§ PROBLEM REQUIREMENTS: Omit the images. Copy each entry word for word.

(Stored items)
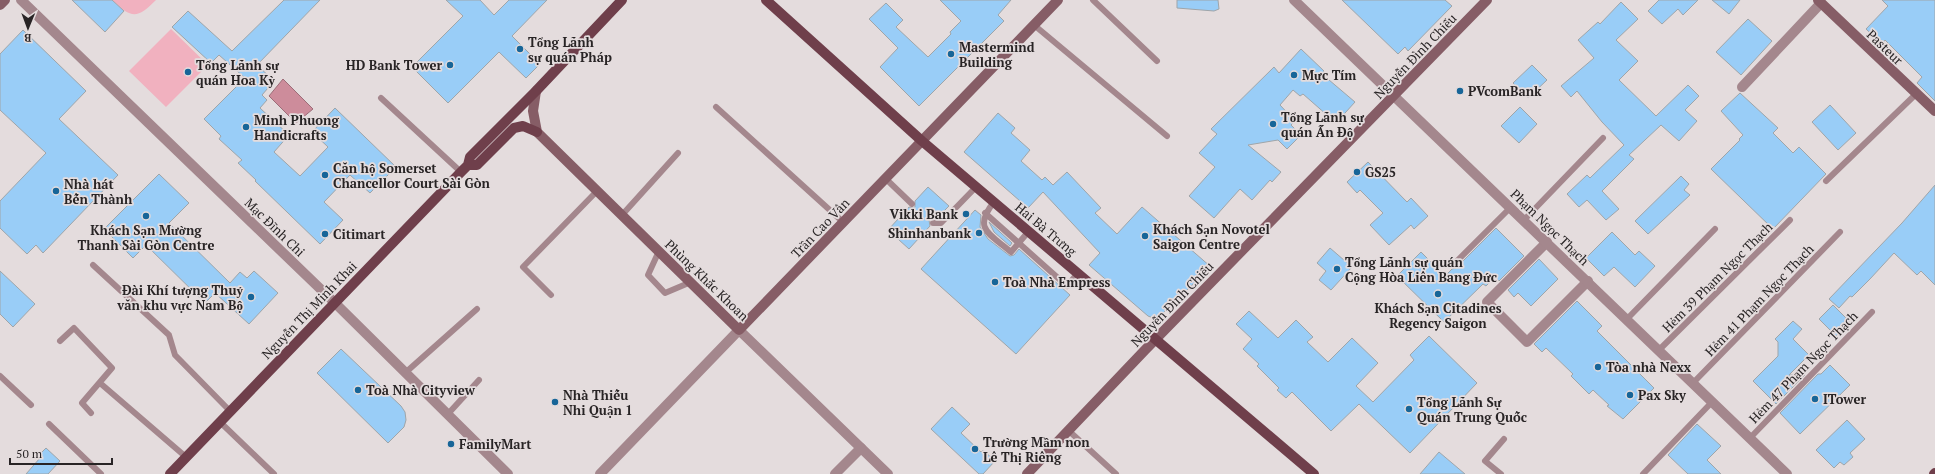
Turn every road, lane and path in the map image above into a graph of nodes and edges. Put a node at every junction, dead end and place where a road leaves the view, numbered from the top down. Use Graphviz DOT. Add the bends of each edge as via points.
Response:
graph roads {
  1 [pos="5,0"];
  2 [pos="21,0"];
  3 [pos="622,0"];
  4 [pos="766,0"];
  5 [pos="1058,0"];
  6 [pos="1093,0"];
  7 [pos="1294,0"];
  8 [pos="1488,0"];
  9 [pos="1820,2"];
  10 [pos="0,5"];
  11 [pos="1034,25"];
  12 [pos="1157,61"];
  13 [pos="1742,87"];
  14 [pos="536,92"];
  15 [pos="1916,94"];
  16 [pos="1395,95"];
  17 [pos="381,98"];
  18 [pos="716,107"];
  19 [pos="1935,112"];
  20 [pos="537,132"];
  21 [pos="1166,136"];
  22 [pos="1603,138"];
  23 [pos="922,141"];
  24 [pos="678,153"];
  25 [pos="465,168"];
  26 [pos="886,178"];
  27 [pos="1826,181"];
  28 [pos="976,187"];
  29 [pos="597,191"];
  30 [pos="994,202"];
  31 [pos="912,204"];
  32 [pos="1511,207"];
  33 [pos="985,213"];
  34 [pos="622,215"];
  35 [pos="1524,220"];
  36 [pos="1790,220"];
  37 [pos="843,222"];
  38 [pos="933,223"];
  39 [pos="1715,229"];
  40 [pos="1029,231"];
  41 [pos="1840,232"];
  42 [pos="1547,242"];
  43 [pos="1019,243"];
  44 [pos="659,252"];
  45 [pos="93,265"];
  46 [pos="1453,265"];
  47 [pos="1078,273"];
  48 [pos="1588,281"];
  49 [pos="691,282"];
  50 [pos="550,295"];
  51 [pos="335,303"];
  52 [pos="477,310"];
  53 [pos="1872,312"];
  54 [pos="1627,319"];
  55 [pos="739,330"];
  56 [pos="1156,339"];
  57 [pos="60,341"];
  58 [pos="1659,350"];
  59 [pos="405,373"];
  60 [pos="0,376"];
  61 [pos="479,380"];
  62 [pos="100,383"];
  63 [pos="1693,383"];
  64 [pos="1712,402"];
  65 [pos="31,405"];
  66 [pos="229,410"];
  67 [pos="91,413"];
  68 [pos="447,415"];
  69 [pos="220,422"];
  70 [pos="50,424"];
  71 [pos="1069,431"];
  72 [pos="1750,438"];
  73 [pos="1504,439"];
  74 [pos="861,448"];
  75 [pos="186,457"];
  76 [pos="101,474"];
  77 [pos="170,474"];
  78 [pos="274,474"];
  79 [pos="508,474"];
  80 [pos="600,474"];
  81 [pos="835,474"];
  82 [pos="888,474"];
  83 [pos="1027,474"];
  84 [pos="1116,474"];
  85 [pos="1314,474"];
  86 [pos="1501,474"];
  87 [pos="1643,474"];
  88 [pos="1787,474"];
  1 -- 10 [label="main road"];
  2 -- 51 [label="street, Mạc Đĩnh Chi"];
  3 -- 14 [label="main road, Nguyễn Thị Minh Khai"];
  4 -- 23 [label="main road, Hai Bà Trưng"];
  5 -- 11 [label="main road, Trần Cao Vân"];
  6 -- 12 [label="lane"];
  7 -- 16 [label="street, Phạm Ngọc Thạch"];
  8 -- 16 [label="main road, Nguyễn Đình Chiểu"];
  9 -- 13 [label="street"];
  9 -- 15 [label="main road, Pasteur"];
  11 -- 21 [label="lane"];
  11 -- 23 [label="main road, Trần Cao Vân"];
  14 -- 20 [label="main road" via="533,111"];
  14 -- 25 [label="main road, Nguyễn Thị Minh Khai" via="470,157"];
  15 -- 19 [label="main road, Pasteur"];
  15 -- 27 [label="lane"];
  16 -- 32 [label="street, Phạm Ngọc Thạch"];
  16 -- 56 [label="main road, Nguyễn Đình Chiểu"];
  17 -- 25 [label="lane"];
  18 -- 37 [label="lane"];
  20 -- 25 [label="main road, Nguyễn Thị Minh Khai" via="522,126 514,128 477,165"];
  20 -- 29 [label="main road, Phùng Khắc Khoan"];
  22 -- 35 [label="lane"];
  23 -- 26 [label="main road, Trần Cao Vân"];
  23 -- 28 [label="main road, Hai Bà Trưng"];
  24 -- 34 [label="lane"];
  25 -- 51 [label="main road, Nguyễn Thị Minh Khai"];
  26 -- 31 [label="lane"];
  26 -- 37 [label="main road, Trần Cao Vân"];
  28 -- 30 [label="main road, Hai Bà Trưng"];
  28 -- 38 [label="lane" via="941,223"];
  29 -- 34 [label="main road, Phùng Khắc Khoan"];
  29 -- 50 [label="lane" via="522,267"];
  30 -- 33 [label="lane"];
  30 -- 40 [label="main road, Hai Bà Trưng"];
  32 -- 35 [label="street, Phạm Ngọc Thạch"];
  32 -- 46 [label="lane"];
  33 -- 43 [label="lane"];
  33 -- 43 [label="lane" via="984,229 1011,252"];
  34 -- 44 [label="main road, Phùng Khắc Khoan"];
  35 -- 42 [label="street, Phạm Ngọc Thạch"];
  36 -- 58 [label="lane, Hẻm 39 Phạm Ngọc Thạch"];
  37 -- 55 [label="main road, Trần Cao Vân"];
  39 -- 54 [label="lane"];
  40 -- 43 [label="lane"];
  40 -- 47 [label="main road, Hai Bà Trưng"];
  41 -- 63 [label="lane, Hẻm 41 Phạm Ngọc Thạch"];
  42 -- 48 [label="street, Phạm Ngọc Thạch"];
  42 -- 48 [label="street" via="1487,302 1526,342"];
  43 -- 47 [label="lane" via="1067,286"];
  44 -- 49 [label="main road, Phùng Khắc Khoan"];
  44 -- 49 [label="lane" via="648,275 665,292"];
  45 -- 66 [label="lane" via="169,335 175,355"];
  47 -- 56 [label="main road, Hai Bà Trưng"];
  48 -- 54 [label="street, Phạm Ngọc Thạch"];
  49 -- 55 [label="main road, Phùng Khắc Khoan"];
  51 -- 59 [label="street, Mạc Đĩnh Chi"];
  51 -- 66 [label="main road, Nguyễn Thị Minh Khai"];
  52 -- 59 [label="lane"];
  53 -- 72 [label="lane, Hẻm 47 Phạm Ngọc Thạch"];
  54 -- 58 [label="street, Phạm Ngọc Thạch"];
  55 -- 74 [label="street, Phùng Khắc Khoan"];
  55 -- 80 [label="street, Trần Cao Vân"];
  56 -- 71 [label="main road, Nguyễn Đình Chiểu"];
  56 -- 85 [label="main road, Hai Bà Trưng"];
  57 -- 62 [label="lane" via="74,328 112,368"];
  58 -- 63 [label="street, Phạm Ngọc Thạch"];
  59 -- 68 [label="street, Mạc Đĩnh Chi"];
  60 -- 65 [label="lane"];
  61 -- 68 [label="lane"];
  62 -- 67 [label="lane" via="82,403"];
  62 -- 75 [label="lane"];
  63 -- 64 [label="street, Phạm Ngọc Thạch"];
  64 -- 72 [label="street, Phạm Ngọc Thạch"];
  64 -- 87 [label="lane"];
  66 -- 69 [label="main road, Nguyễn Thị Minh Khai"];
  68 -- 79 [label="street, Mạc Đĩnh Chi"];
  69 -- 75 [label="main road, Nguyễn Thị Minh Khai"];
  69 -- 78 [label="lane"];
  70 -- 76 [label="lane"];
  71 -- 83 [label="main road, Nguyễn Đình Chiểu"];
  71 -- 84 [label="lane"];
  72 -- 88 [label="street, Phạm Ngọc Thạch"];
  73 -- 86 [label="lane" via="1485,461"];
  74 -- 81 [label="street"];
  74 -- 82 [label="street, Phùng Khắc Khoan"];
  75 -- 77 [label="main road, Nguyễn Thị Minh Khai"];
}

§ SOLUTION TO THIS PROBLEM:
Turn every road, lane and path in the map image above into a graph of nodes and edges. Put a node at every junction, dead end and place where a road leaves the view, numbered from the top down. Use Graphviz DOT. Add the bends of each edge as via points.
Response:
graph roads {
  1 [pos="5,0"];
  2 [pos="21,0"];
  3 [pos="622,0"];
  4 [pos="766,0"];
  5 [pos="1058,0"];
  6 [pos="1093,0"];
  7 [pos="1294,0"];
  8 [pos="1488,0"];
  9 [pos="1820,2"];
  10 [pos="0,5"];
  11 [pos="1034,25"];
  12 [pos="1157,61"];
  13 [pos="1742,87"];
  14 [pos="536,92"];
  15 [pos="1916,94"];
  16 [pos="1395,95"];
  17 [pos="381,98"];
  18 [pos="716,107"];
  19 [pos="1935,112"];
  20 [pos="537,132"];
  21 [pos="1166,136"];
  22 [pos="1603,138"];
  23 [pos="922,141"];
  24 [pos="678,153"];
  25 [pos="465,168"];
  26 [pos="886,178"];
  27 [pos="1826,181"];
  28 [pos="976,187"];
  29 [pos="597,191"];
  30 [pos="994,202"];
  31 [pos="912,204"];
  32 [pos="1511,207"];
  33 [pos="985,213"];
  34 [pos="622,215"];
  35 [pos="1524,220"];
  36 [pos="1790,220"];
  37 [pos="843,222"];
  38 [pos="933,223"];
  39 [pos="1715,229"];
  40 [pos="1029,231"];
  41 [pos="1840,232"];
  42 [pos="1547,242"];
  43 [pos="1019,243"];
  44 [pos="659,252"];
  45 [pos="93,265"];
  46 [pos="1453,265"];
  47 [pos="1078,273"];
  48 [pos="1588,281"];
  49 [pos="691,282"];
  50 [pos="550,295"];
  51 [pos="335,303"];
  52 [pos="477,310"];
  53 [pos="1872,312"];
  54 [pos="1627,319"];
  55 [pos="739,330"];
  56 [pos="1156,339"];
  57 [pos="60,341"];
  58 [pos="1659,350"];
  59 [pos="405,373"];
  60 [pos="0,376"];
  61 [pos="479,380"];
  62 [pos="100,383"];
  63 [pos="1693,383"];
  64 [pos="1712,402"];
  65 [pos="31,405"];
  66 [pos="229,410"];
  67 [pos="91,413"];
  68 [pos="447,415"];
  69 [pos="220,422"];
  70 [pos="50,424"];
  71 [pos="1069,431"];
  72 [pos="1750,438"];
  73 [pos="1504,439"];
  74 [pos="861,448"];
  75 [pos="186,457"];
  76 [pos="101,474"];
  77 [pos="170,474"];
  78 [pos="274,474"];
  79 [pos="508,474"];
  80 [pos="600,474"];
  81 [pos="835,474"];
  82 [pos="888,474"];
  83 [pos="1027,474"];
  84 [pos="1116,474"];
  85 [pos="1314,474"];
  86 [pos="1501,474"];
  87 [pos="1643,474"];
  88 [pos="1787,474"];
  1 -- 10 [label="main road"];
  2 -- 51 [label="street, Mạc Đĩnh Chi"];
  3 -- 14 [label="main road, Nguyễn Thị Minh Khai"];
  4 -- 23 [label="main road, Hai Bà Trưng"];
  5 -- 11 [label="main road, Trần Cao Vân"];
  6 -- 12 [label="lane"];
  7 -- 16 [label="street, Phạm Ngọc Thạch"];
  8 -- 16 [label="main road, Nguyễn Đình Chiểu"];
  9 -- 13 [label="street"];
  9 -- 15 [label="main road, Pasteur"];
  11 -- 21 [label="lane"];
  11 -- 23 [label="main road, Trần Cao Vân"];
  14 -- 20 [label="main road" via="533,111"];
  14 -- 25 [label="main road, Nguyễn Thị Minh Khai" via="470,157"];
  15 -- 19 [label="main road, Pasteur"];
  15 -- 27 [label="lane"];
  16 -- 32 [label="street, Phạm Ngọc Thạch"];
  16 -- 56 [label="main road, Nguyễn Đình Chiểu"];
  17 -- 25 [label="lane"];
  18 -- 37 [label="lane"];
  20 -- 25 [label="main road, Nguyễn Thị Minh Khai" via="522,126 514,128 477,165"];
  20 -- 29 [label="main road, Phùng Khắc Khoan"];
  22 -- 35 [label="lane"];
  23 -- 26 [label="main road, Trần Cao Vân"];
  23 -- 28 [label="main road, Hai Bà Trưng"];
  24 -- 34 [label="lane"];
  25 -- 51 [label="main road, Nguyễn Thị Minh Khai"];
  26 -- 31 [label="lane"];
  26 -- 37 [label="main road, Trần Cao Vân"];
  28 -- 30 [label="main road, Hai Bà Trưng"];
  28 -- 38 [label="lane" via="941,223"];
  29 -- 34 [label="main road, Phùng Khắc Khoan"];
  29 -- 50 [label="lane" via="522,267"];
  30 -- 33 [label="lane"];
  30 -- 40 [label="main road, Hai Bà Trưng"];
  32 -- 35 [label="street, Phạm Ngọc Thạch"];
  32 -- 46 [label="lane"];
  33 -- 43 [label="lane"];
  33 -- 43 [label="lane" via="984,229 1011,252"];
  34 -- 44 [label="main road, Phùng Khắc Khoan"];
  35 -- 42 [label="street, Phạm Ngọc Thạch"];
  36 -- 58 [label="lane, Hẻm 39 Phạm Ngọc Thạch"];
  37 -- 55 [label="main road, Trần Cao Vân"];
  39 -- 54 [label="lane"];
  40 -- 43 [label="lane"];
  40 -- 47 [label="main road, Hai Bà Trưng"];
  41 -- 63 [label="lane, Hẻm 41 Phạm Ngọc Thạch"];
  42 -- 48 [label="street, Phạm Ngọc Thạch"];
  42 -- 48 [label="street" via="1487,302 1526,342"];
  43 -- 47 [label="lane" via="1067,286"];
  44 -- 49 [label="main road, Phùng Khắc Khoan"];
  44 -- 49 [label="lane" via="648,275 665,292"];
  45 -- 66 [label="lane" via="169,335 175,355"];
  47 -- 56 [label="main road, Hai Bà Trưng"];
  48 -- 54 [label="street, Phạm Ngọc Thạch"];
  49 -- 55 [label="main road, Phùng Khắc Khoan"];
  51 -- 59 [label="street, Mạc Đĩnh Chi"];
  51 -- 66 [label="main road, Nguyễn Thị Minh Khai"];
  52 -- 59 [label="lane"];
  53 -- 72 [label="lane, Hẻm 47 Phạm Ngọc Thạch"];
  54 -- 58 [label="street, Phạm Ngọc Thạch"];
  55 -- 74 [label="street, Phùng Khắc Khoan"];
  55 -- 80 [label="street, Trần Cao Vân"];
  56 -- 71 [label="main road, Nguyễn Đình Chiểu"];
  56 -- 85 [label="main road, Hai Bà Trưng"];
  57 -- 62 [label="lane" via="74,328 112,368"];
  58 -- 63 [label="street, Phạm Ngọc Thạch"];
  59 -- 68 [label="street, Mạc Đĩnh Chi"];
  60 -- 65 [label="lane"];
  61 -- 68 [label="lane"];
  62 -- 67 [label="lane" via="82,403"];
  62 -- 75 [label="lane"];
  63 -- 64 [label="street, Phạm Ngọc Thạch"];
  64 -- 72 [label="street, Phạm Ngọc Thạch"];
  64 -- 87 [label="lane"];
  66 -- 69 [label="main road, Nguyễn Thị Minh Khai"];
  68 -- 79 [label="street, Mạc Đĩnh Chi"];
  69 -- 75 [label="main road, Nguyễn Thị Minh Khai"];
  69 -- 78 [label="lane"];
  70 -- 76 [label="lane"];
  71 -- 83 [label="main road, Nguyễn Đình Chiểu"];
  71 -- 84 [label="lane"];
  72 -- 88 [label="street, Phạm Ngọc Thạch"];
  73 -- 86 [label="lane" via="1485,461"];
  74 -- 81 [label="street"];
  74 -- 82 [label="street, Phùng Khắc Khoan"];
  75 -- 77 [label="main road, Nguyễn Thị Minh Khai"];
}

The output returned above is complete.